The revival of the U.S. steel industry has been a goal of the Trump administration, a component of the MAGA agenda that got him elected in November 2016.  That this industry needs reviving is a result of several factors, but a big one is steel-dumping; barges of cheap or even free steel sent over the Pacific by Asian producers not subject to American regulations or wage requirements, with the intent of flooding our market with cheap product that, in turn, would create an advantage for the foreign producers by bankrupting domestic ones.

Asian producers have done the same with “catfish.”

That’s why the peak year for the American farm-raised catfish industry was 15 years ago.  For it was around then that Vietnam began dumping something labelled “catfish” into American markets.

Are you saying they aren’t really catfish?  Oh, and while we’re at it: Aren’t all tariffs racist?  These are the games globalists play.

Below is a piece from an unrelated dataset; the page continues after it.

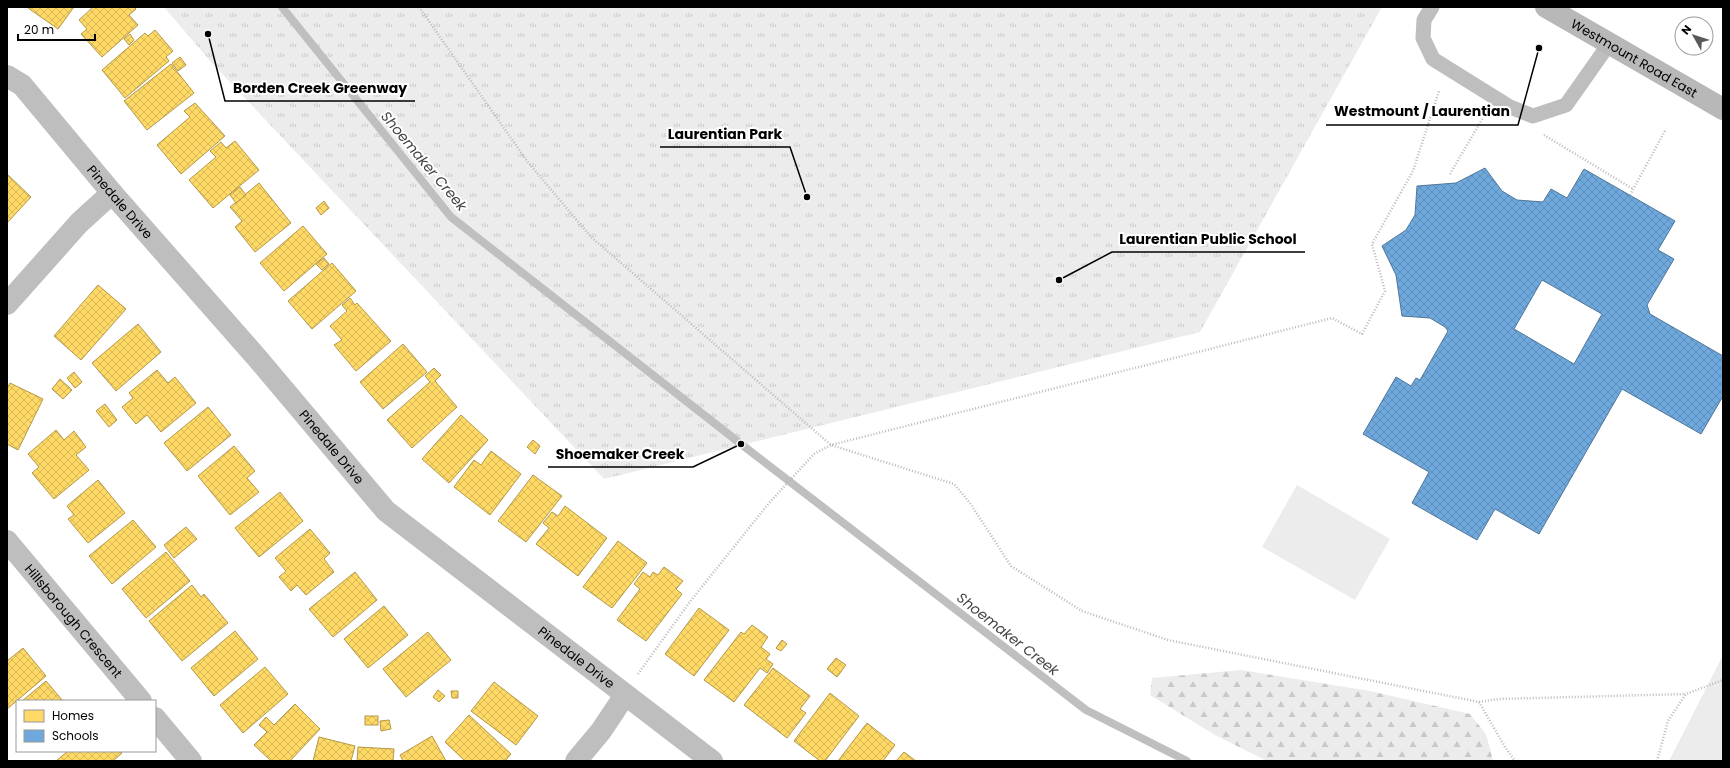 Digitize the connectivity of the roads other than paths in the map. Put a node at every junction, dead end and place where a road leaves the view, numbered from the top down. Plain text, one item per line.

The catalphie worms that catfish—American catfish—love are a regional thing: a mid-South thing, right down to the local transformation of the word Catalpa (the tree on which these fluorescent larvae live, which is native to the lower mid-South) into the folksy catalphie, said best with a mid-South accent.  Emails from friends as well as letters to the editor following the first installment of this fish story revealed other nicknames for the greatest of all catfish baits, but catalphie is the common name coined at what we might call ground zero: the native region of the thing itself.  The soil, the flora, the fauna, the people—these things produce culture, including language, including words which shape thoughts and convey reality and give richness to everyday life.

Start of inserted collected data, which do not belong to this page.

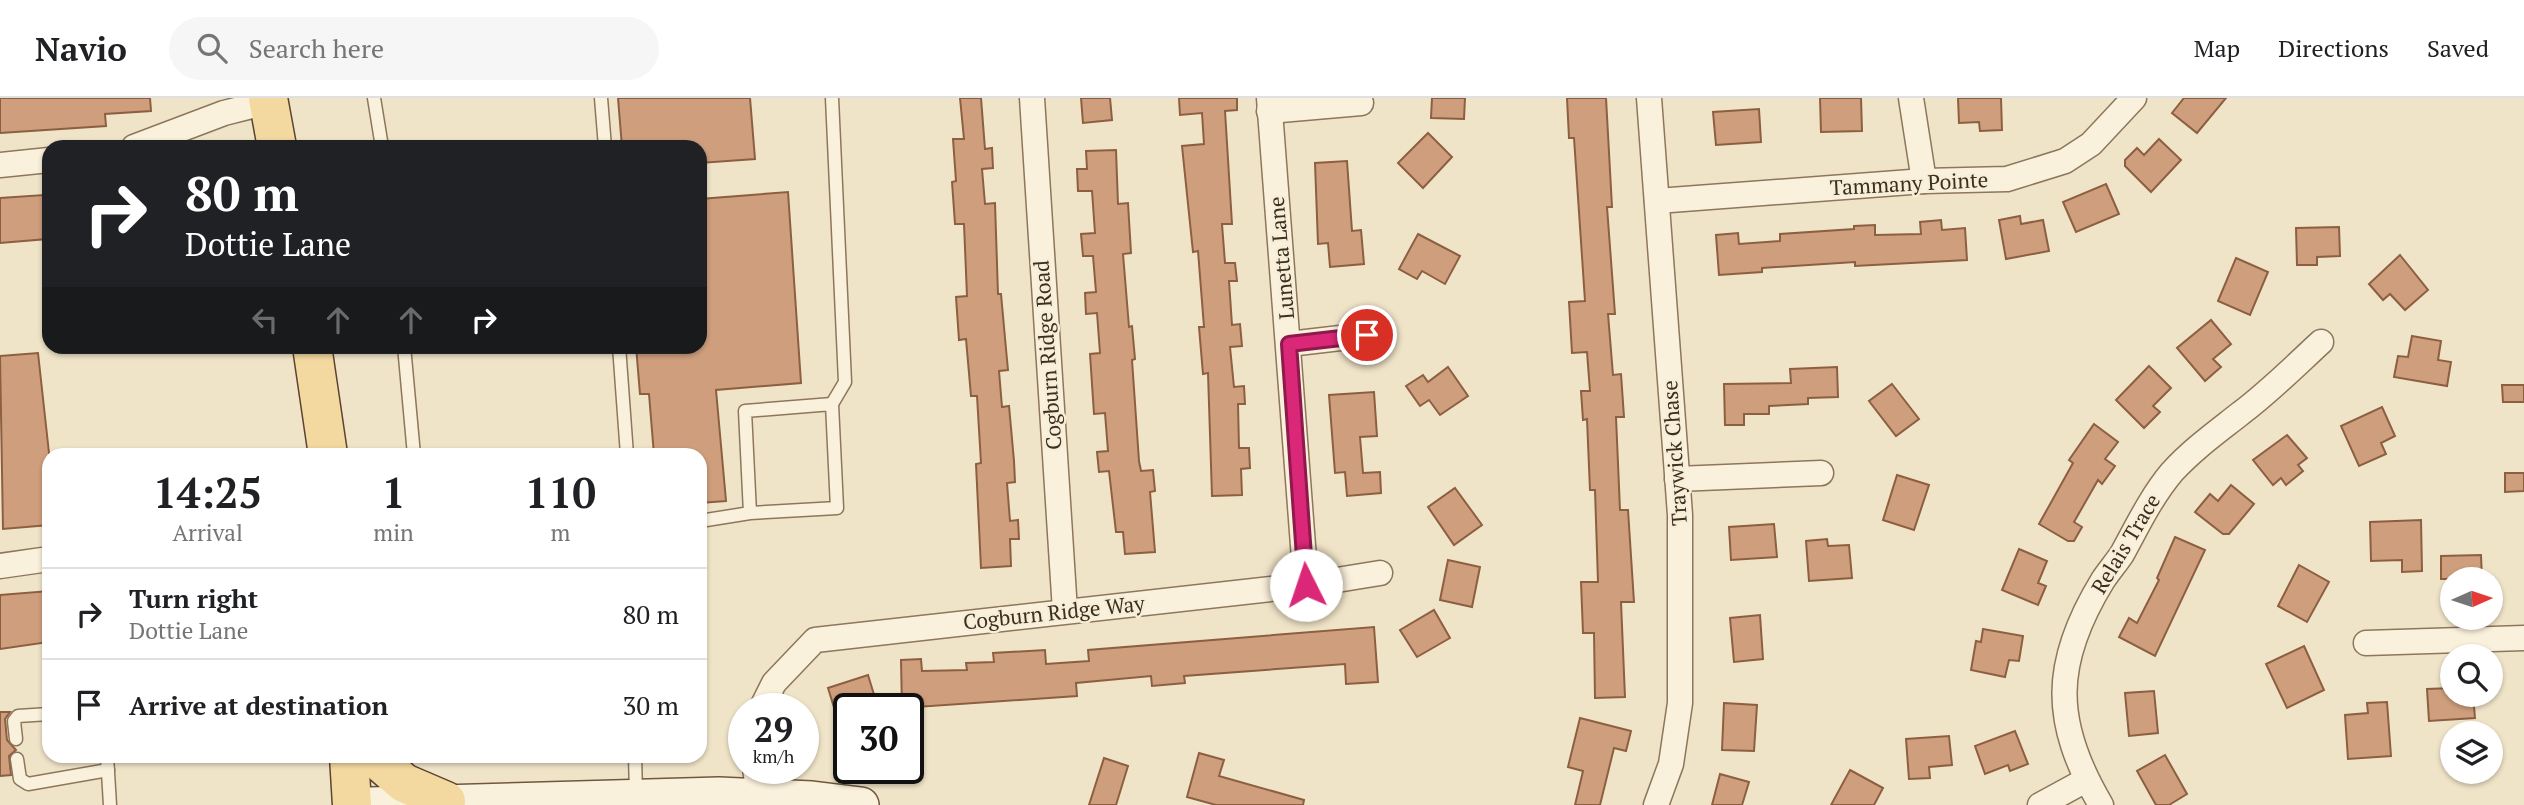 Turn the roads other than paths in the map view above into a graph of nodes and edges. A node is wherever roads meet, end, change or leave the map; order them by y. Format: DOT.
graph roads {
  1 [pos="374,98"];
  2 [pos="601,98"];
  3 [pos="832,98"];
  4 [pos="1032,98"];
  5 [pos="1650,98"];
  6 [pos="1911,98"];
  7 [pos="2134,98"];
  8 [pos="271,100"];
  9 [pos="1361,103"];
  10 [pos="1269,105"];
  11 [pos="153,140"];
  12 [pos="276,140"];
  13 [pos="381,140"];
  14 [pos="604,140"];
  15 [pos="42,161"];
  16 [pos="0,165"];
  17 [pos="1924,181"];
  18 [pos="1657,201"];
  19 [pos="1367,335"];
  20 [pos="2321,342"];
  21 [pos="1289,344"];
  22 [pos="312,354"];
  23 [pos="313,354"];
  24 [pos="405,354"];
  25 [pos="620,354"];
  26 [pos="832,404"];
  27 [pos="313,448"];
  28 [pos="327,448"];
  29 [pos="413,448"];
  30 [pos="626,448"];
  31 [pos="1821,473"];
  32 [pos="1677,479"];
  33 [pos="750,513"];
  34 [pos="707,521"];
  35 [pos="42,560"];
  36 [pos="0,566"];
  37 [pos="1380,573"];
  38 [pos="1306,585"];
  39 [pos="1065,611"];
  40 [pos="2524,638"];
  41 [pos="2366,643"];
  42 [pos="769,693"];
  43 [pos="42,714"];
  44 [pos="16,739"];
  45 [pos="17,759"];
  46 [pos="108,763"];
  47 [pos="327,763"];
  48 [pos="349,763"];
  49 [pos="381,763"];
  50 [pos="635,763"];
  51 [pos="108,770"];
  52 [pos="2086,780"];
  53 [pos="758,790"];
  54 [pos="446,801"];
  55 [pos="636,801"];
  56 [pos="110,805"];
  57 [pos="329,805"];
  58 [pos="352,805"];
  59 [pos="369,805"];
  60 [pos="861,805"];
  61 [pos="1656,805"];
  62 [pos="2040,805"];
  63 [pos="2101,805"];
  1 -- 13 [label="lane"];
  2 -- 14 [label="lane"];
  3 -- 26 [label="lane"];
  4 -- 39 [label="street, Cogburn Ridge Road"];
  5 -- 18 [label="street, Traywick Chase"];
  6 -- 17 [label="street"];
  7 -- 17 [label="street, Tammany Pointe"];
  8 -- 11 [label="street"];
  8 -- 12 [label="main road"];
  9 -- 10 [label="street"];
  10 -- 21 [label="street, Lunetta Lane"];
  15 -- 16 [label="street"];
  17 -- 18 [label="street, Tammany Pointe"];
  18 -- 32 [label="street, Traywick Chase"];
  19 -- 21 [label="street"];
  20 -- 52 [label="street, Relais Trace"];
  21 -- 38 [label="street, Lunetta Lane"];
  22 -- 27 [label="main road"];
  23 -- 28 [label="main road"];
  24 -- 29 [label="lane"];
  25 -- 30 [label="lane"];
  26 -- 33 [label="lane"];
  26 -- 33 [label="lane"];
  31 -- 32 [label="street"];
  32 -- 61 [label="street, Traywick Chase"];
  33 -- 34 [label="lane"];
  35 -- 36 [label="street"];
  37 -- 38 [label="street, Cogburn Ridge Way"];
  38 -- 39 [label="street, Cogburn Ridge Way"];
  39 -- 42 [label="street, Cogburn Ridge Way"];
  40 -- 41 [label="street"];
  43 -- 44 [label="lane"];
  45 -- 51 [label="lane"];
  46 -- 51 [label="lane"];
  47 -- 57 [label="main road"];
  48 -- 58 [label="main road"];
  49 -- 54 [label="main road"];
  50 -- 55 [label="lane"];
  51 -- 56 [label="lane"];
  52 -- 62 [label="street"];
  52 -- 63 [label="street, Relais Trace"];
  53 -- 55 [label="street"];
  53 -- 60 [label="street"];
  54 -- 55 [label="street"];
  54 -- 59 [label="street"];
}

In very meaningful ways, we are not “all the same.”  We were not all grown in the same soil, even though we may look alike on the surface.  Viticulturists and oenophiles know what identitarians cannot grasp.  So do backyard gardeners.  The flavor of that winter tomato really does suggest that it was bred for toughness, grown in Argentina, harvested green, sprayed with ripening chemicals, and trucked thousands of miles.

The fish dump from Asia came in the form of another southern native, the Pangasius bocourti; native, that is, to South and Southeast Asia.  The genus Pangasius belongs to the family Pangasiidae, which resemble a shark.  The Pangasiidae in turn are of the order Siluriformes, which is the worldwide designation for ray-finned fish with barbels that resemble the whiskers of a cat.

So yes, in that global, “we are the world” sense, the fish dump from Asia involved “catfish.”

When, as a (shall we say) resident of North America, you bait up your hook with blood dip or chicken liver or cut bluegill or a nightcrawler—or a glorious catalphie worm—and head to the river or the pond, what are you hoping to catch?  Catfish, or (again with the globalist games) what we Americans in this country call catfish, which would be a flathead or a channel cat or a blue cat.  The channel and the blue are of the genus Ictalurus, and the flathead (the mud cat) is of the genus Pylodictis.

Scientifically, what unites the mud cat with the channel and the blue is their membership in the North American catfish family Ictaluridae, a family classification that includes the bullhead.  Nonetheless.  Go to any bait shop, ask aloud whether a bullhead is a catfish, and be prepared for a vigorous debate.  It may get ugly.  I just wasn’t raised to call a bullhead a catfish.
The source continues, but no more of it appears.